Cross-Border Challenges And Other Issues In Today’s Financial World

by Shiraz Ahmed

Last fall I was honoured to receive the Top Under 40 Award from the IIAC (Investment Industry Assn. of Canada) and in no small way am indebted to those who helped me along. Indeed, building a portfolio of $100 million in assets under administration in seven years has a great deal to do with hard work, drive and customer service.

It also helps to have a focus, and my focus – and that of the Sartorial Wealth group at Raymond James that I lead – is cross-border wealth management solutions. We have clients all over Canada and the United States: business owners, retirees, sustainable investors, pro athletes (yes, even hockey players) and celebrities. Licensed and regulated in both countries, we advise those with cross-border investment accounts, which can be complicated for Canadians moving to the U.S., Americans living here, individuals and couples with dual citizenship, U.S. residents who expect to inherit Canadian dollars and vice versa.

While our clients come from a wide range of demographics, there are three things I want to address. First, my advice to young people and millennials now wrestling with high inflation for the first time in their lives. Second, a phenomenon called “Sudden Wealth Syndrome”, which may include lottery winners, pro athletes who sign their first multi-million-dollar contract and those who receive an unexpected inheritance. And third, being a BIPOC millennial – the acronym stands for Black, Indigenous and people of colour – in an industry not known to be diverse.

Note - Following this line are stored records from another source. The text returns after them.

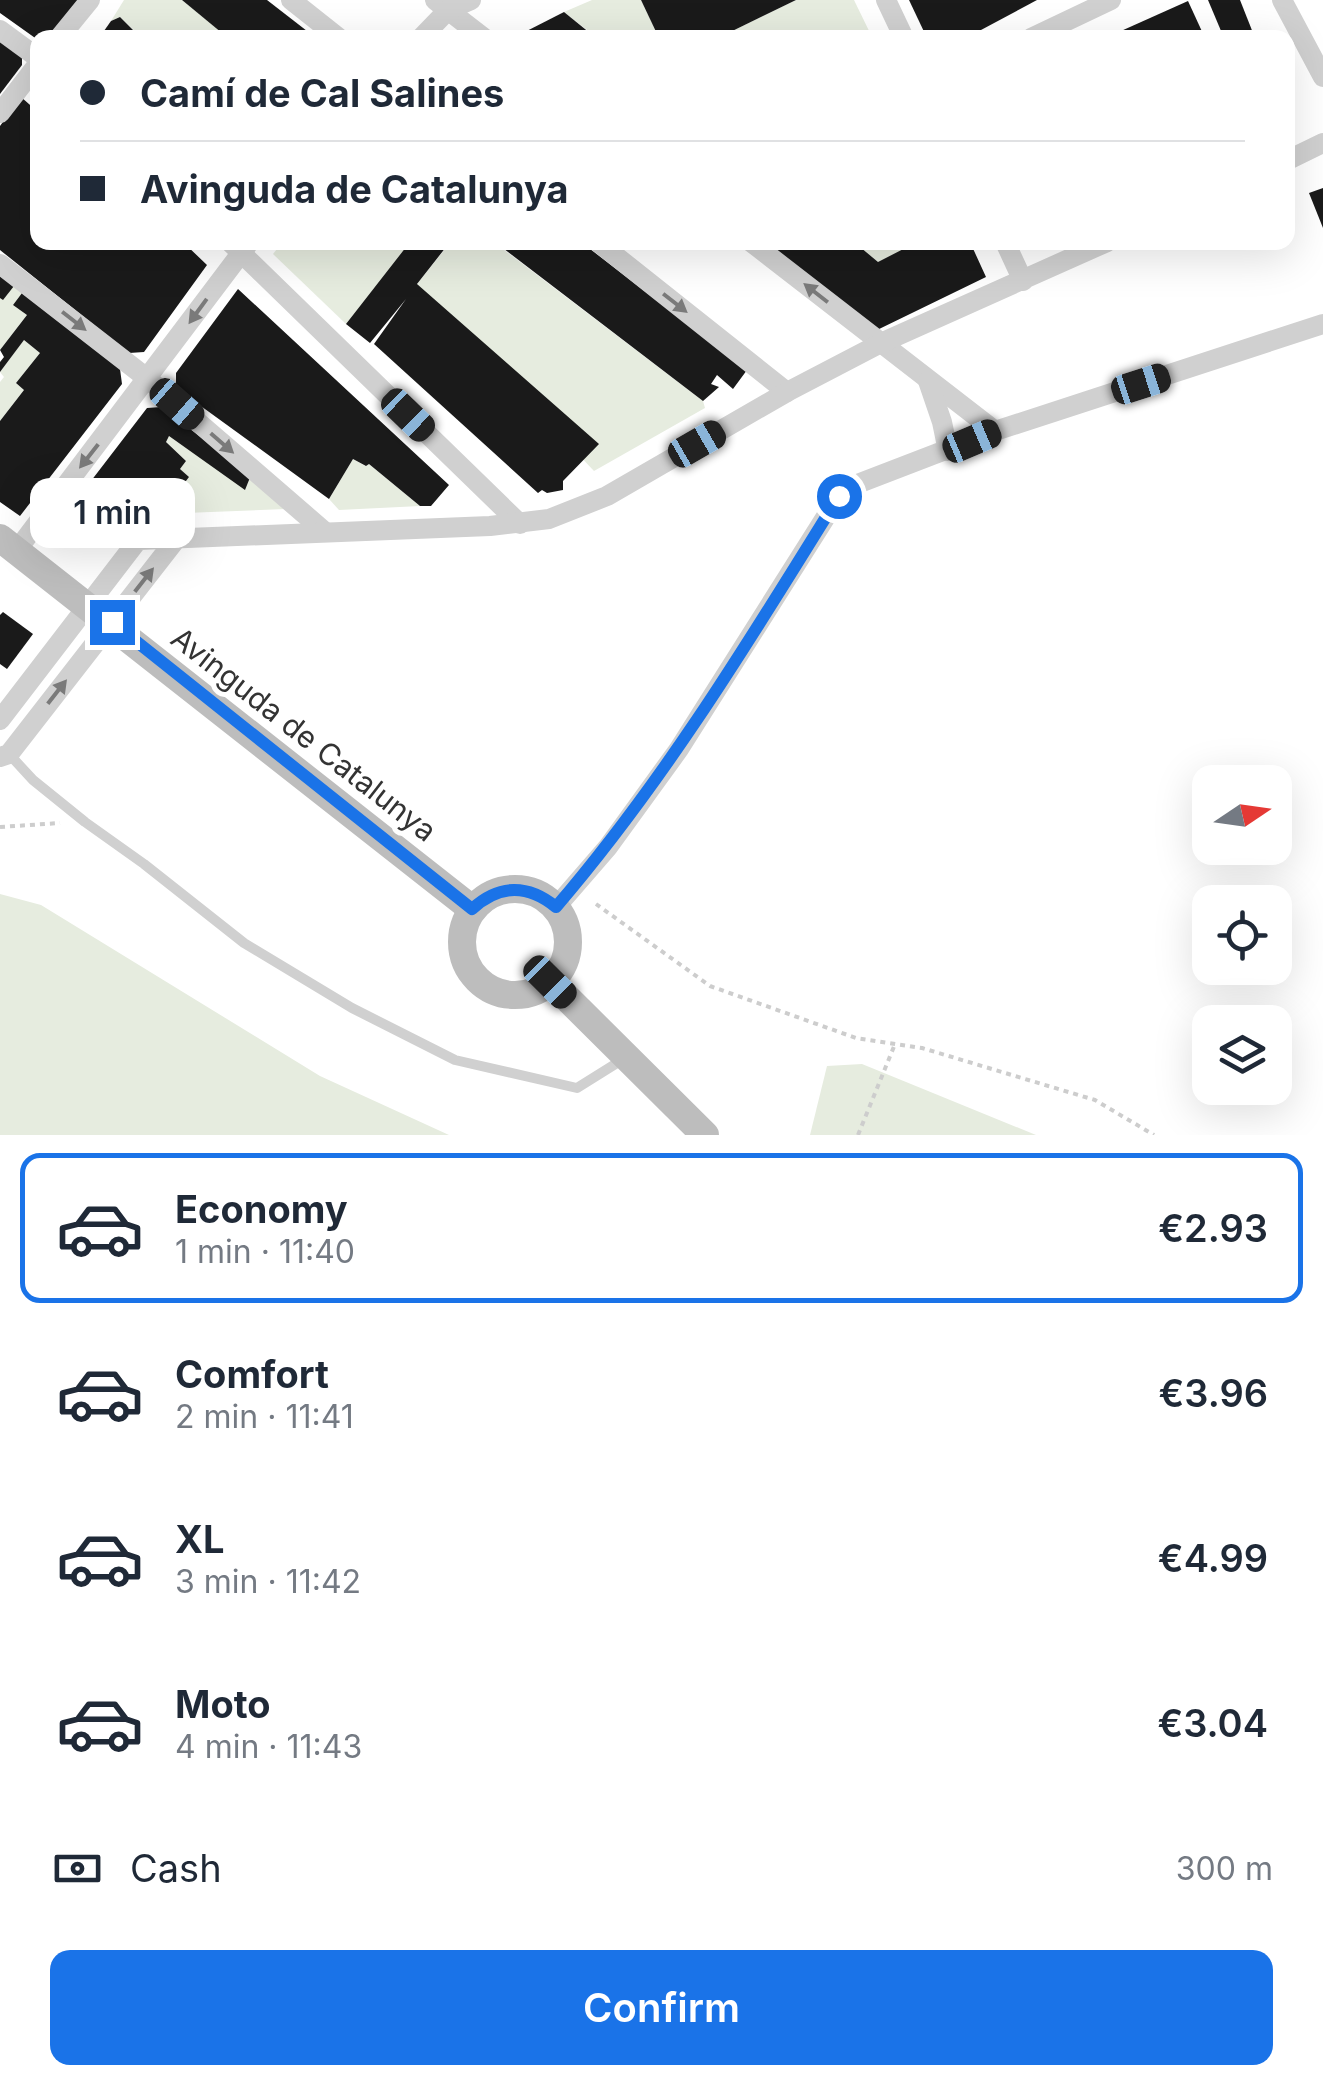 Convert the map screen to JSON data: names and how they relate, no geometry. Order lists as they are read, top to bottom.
{
  "streets": {
    "street": ["Avinguda de Catalunya"]
  },
  "north": "right",
  "page": {
    "banner": ["Camí de Cal Salines", "Avinguda de Catalunya"],
    "bubble": "1 min",
    "list": [
      {
        "name": "Economy",
        "note": "1 min · 11:40",
        "value": "€2.93"
      },
      {
        "name": "Comfort",
        "note": "2 min · 11:41",
        "value": "€3.96"
      },
      {
        "name": "XL",
        "note": "3 min · 11:42",
        "value": "€4.99"
      },
      {
        "name": "Moto",
        "note": "4 min · 11:43",
        "value": "€3.04"
      }
    ],
    "pay": ["Cash", "300 m"],
    "buttons": "Confirm"
  }
}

Let’s first talk about inflation. What is it? It’s the general increase in prices for those staple ingredients of daily life like food, gas and housing. When the cost of these things rises at only one or two per cent a year, investors can plan and strategize, and of course, financial advisors are there to help them do that. It all may depend on the particular investor – where they are in life, what their goals are and their comfort level with risk. What about when inflation and more importantly interest rates are rising quickly and you’re a young person who has never experienced it?

To be specific, what if you have money to invest but also a mortgage payment that suddenly doubles? In the early 1980s, mortgage rates went up to 21 per cent! Young people today didn’t experience that, but their parents may have. Similarly, we can go back further and look at history which is full of examples of hyperinflation. A 100 years ago during the Roaring Twenties, the stock market rose to new heights, and people thought it wouldn’t end. But it did with the stock market crash of 1929 and the Great Depression. At the same time, Germany had a government called the Weimer Republic with inflation rising at levels never seen before. Believe it or not, a loaf of bread in Berlin that cost 160 German marks at the end of 1922 cost 200 million marks only one year later. By the end of 1923, one U.S. dollar was worth more than four trillion German marks!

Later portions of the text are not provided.